Are you certain you have drawn the circuit correctly. Are you sure you have the op amp + and - inputs the right way round?

 

[zak8000]

yes its drawn in the correct format. it would make sense to me if drawn the other way around

 

[technician]

I think I agree with you.
Don't see the point of it !

 

[skeptic2]

The problem is that there is no load shown in the diagram. Without a load on the diode, what is the voltage on the anode. When the anode is left open the voltage on it would have to be the same as the voltage on the cathode.

So what is the voltage on the cathode?

 

[sophiecentaur]

Before you decide what the output volts are you should give it a load (series resistance) and connect, via that resistance, to some potential. That is the only way that you can discuss what current may be flowing through that diode.

 

[zak8000]

the output end is connected straight into a micro controller model p80C557E (at the interrupt pin) i am not really familiar with micro controllers but should the load be the internal resistance of the microcontroller?

 

[skeptic2]

... but should the load be the internal resistance of the microcontroller?

Yes, but it is important to know if the input transistor to the interrupt pin an NPN or a PNP. I'm guessing a PNP because interrupts are usually active low. This means the interrupt pin will tend to pull the anode of the diode high which is the non-interrupt condition. Only when the opamp's output is low will the diode conduct and activate the interrupt.

 

[sophiecentaur]

Strictly speaking, if you don't know what the load resistance is (and it may be unspecified but highish) it would be better to define it by a particular resistor to Vcc. The spec would tell you (if you dig deep enough) what the input current is for 0 and 1 logic levels.

What is the function of the diode, though? Is it just protection for the gate input? Wouldn't a series resistor do as well? Or just define the output voltage range of the OP Amp circuit appropriately?

 

[NascentOxygen]

if the output is 5 volts then what is the point of putting that diode in the cct when it doesn't change the voltage coming from the output of the opamp to the output of the cct?

Without knowing the details of the following stage, we can but speculate. But if there were a number of these op-amp circuits to feed a common input pin of the following stage, then a diode after each op-amp, like this, would allow a wired-OR gate at the input to next stage. (It would be wired-AND, to be precise.)

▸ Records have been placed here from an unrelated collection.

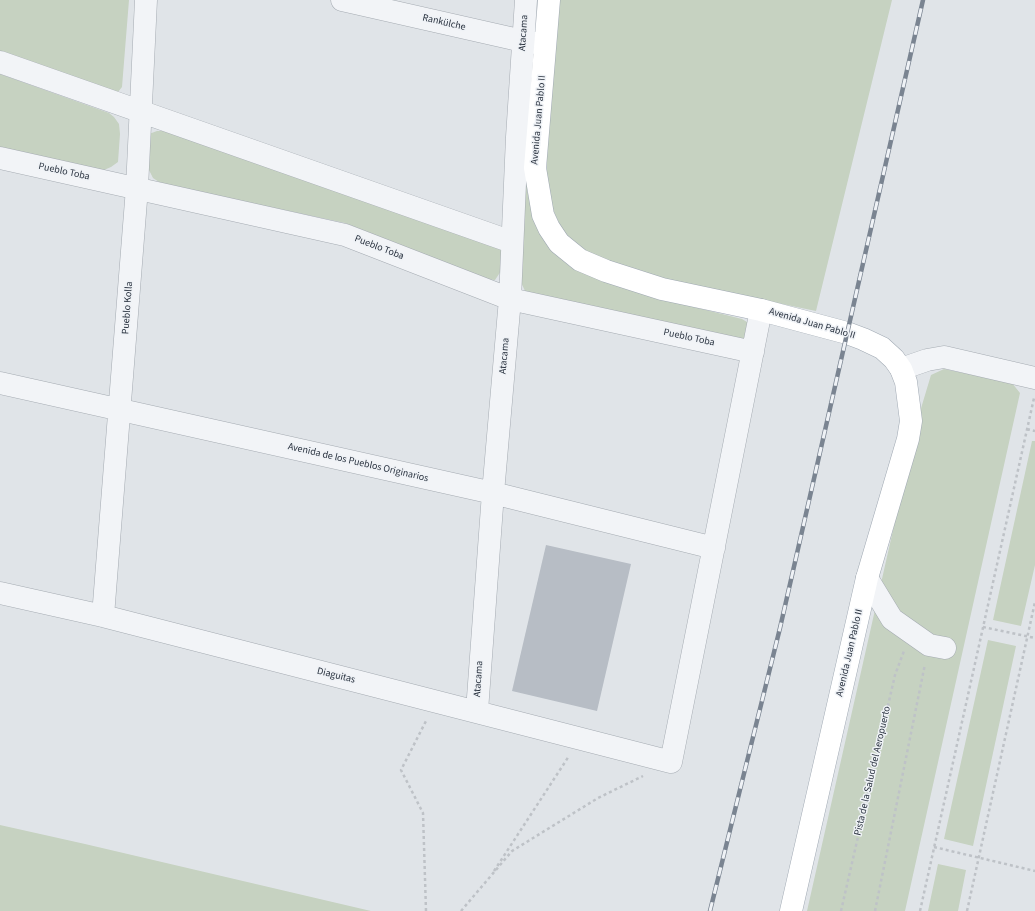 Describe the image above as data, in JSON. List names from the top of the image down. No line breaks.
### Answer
{"streets":{"main road":["Avenida Juan Pablo II"],"street":["Rankülche","Atacama","Pueblo Toba","Pueblo Kolla","Avenida de los Pueblos Originarios","Diaguitas"],"path":["Pista de la Salud del Aeropuerto"]},"crossings":[["Rankülche","Atacama"],["Rankülche","Avenida Juan Pablo II"],["Atacama","Pueblo Toba"],["Atacama","Avenida de los Pueblos Originarios"],["Atacama","Diaguitas"],["Pueblo Toba","Pueblo Kolla"],["Pueblo Kolla","Avenida de los Pueblos Originarios"],["Pueblo Kolla","Diaguitas"]]} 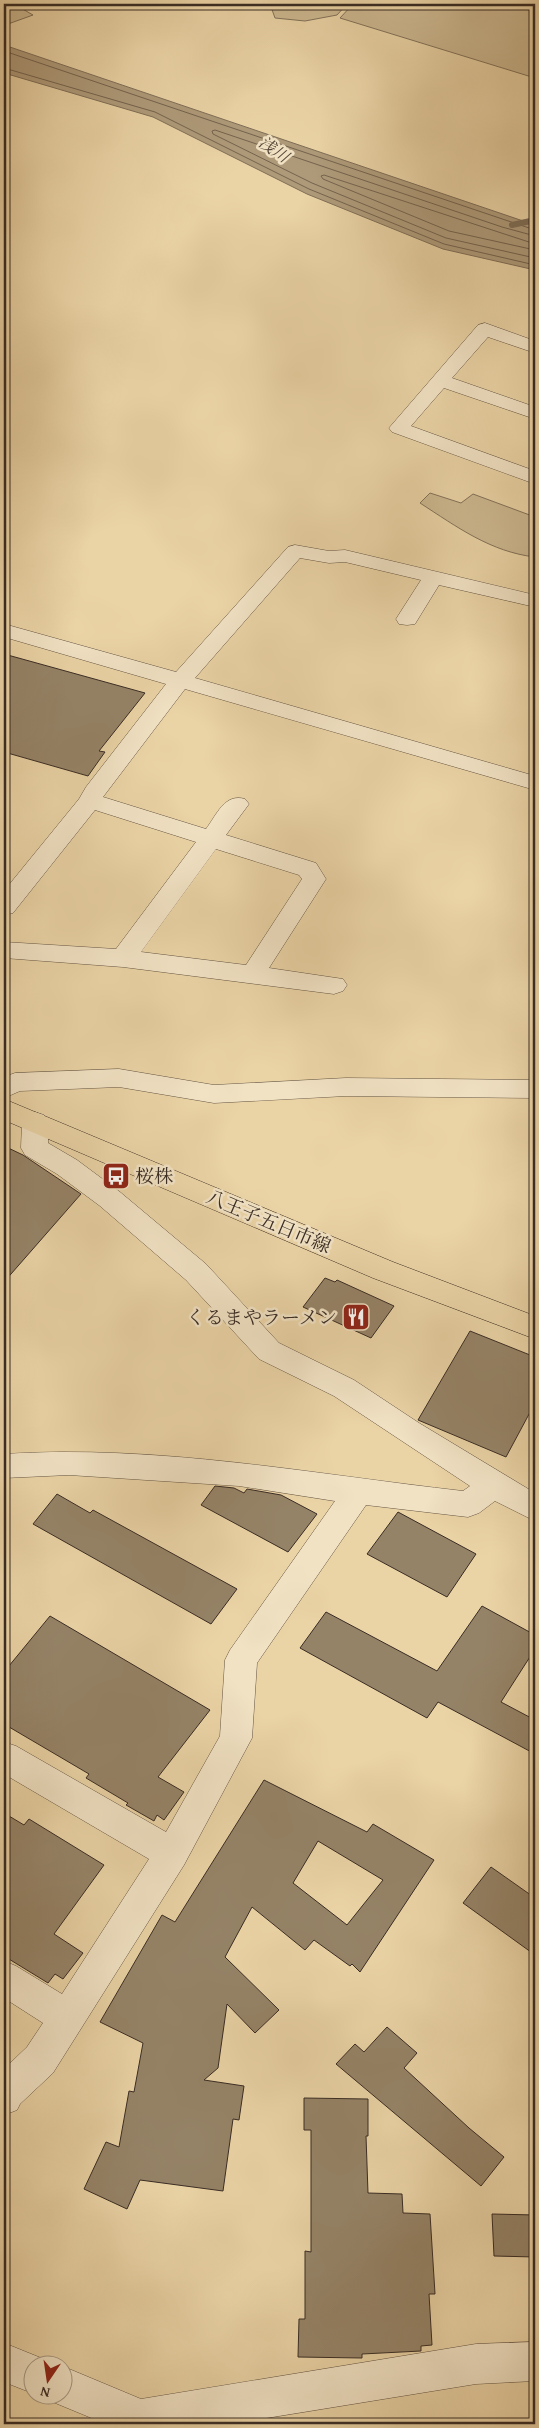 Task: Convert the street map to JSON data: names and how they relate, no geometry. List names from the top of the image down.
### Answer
{
  "streets": {
    "main road": ["八王子五日市線"]
  },
  "water": ["浅川"],
  "places": {
    "bus stop": ["桜株"],
    "restaurant": ["くるまやラーメン"]
  },
  "north": "bottom"
} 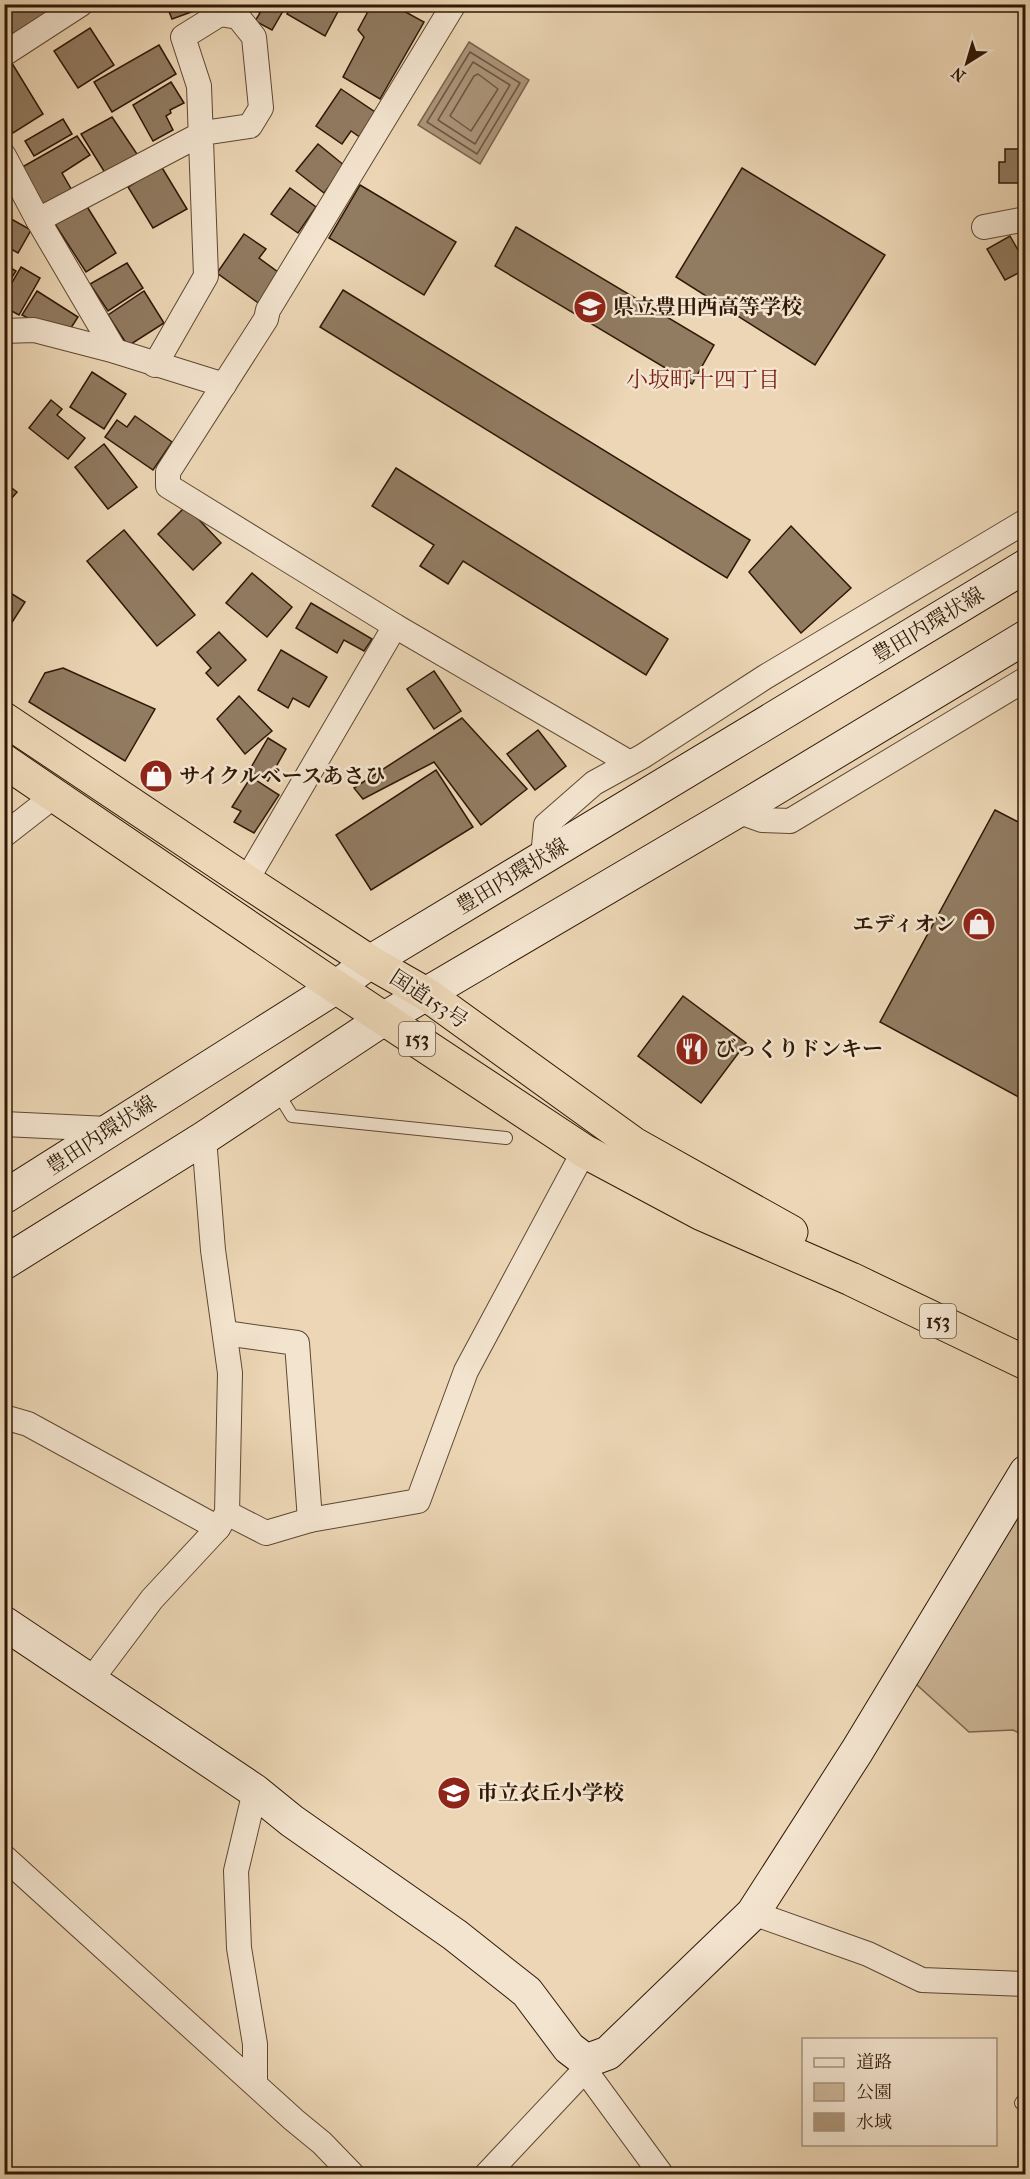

I'm thinking TTL type input at the next stage, where it's active LO.

 

[sophiecentaur]

would allow a wired-OR gate at the input to next stage. (It would be wired-AND, to be precise.)

That's really nasty, you should wash your mouth out my boy. 'Proper' logic units are so cheap these days that this sort of thing is really not called for.

Also, most small scale integrated logic these days is surely CMOS - so you really would want to decide one way or another. It's always a problem when someone posts a bit of circuit that's been extracted from a larger circuit, expecting to get some sense. Then we all rush off with our own ideas and start squabbling.

 

[NascentOxygen]

It could be something as simple as being in parallel to a push button reset, the diode affording protection to the op-amp. Technically, it's still a wired-AND gate.

 

[skeptic2]

The diode would also be important in a situation where the opamp circuit was operating with a higher voltage supply than the microprocessor could tolerate.

 

[Kholdstare]

In Paul Falstad's simulator the diode just turns on even if one terminal floats. Use Cadence Orcad PSpice for glitch-free simulation. BTW the voltage at +ve terminal is 2.85V.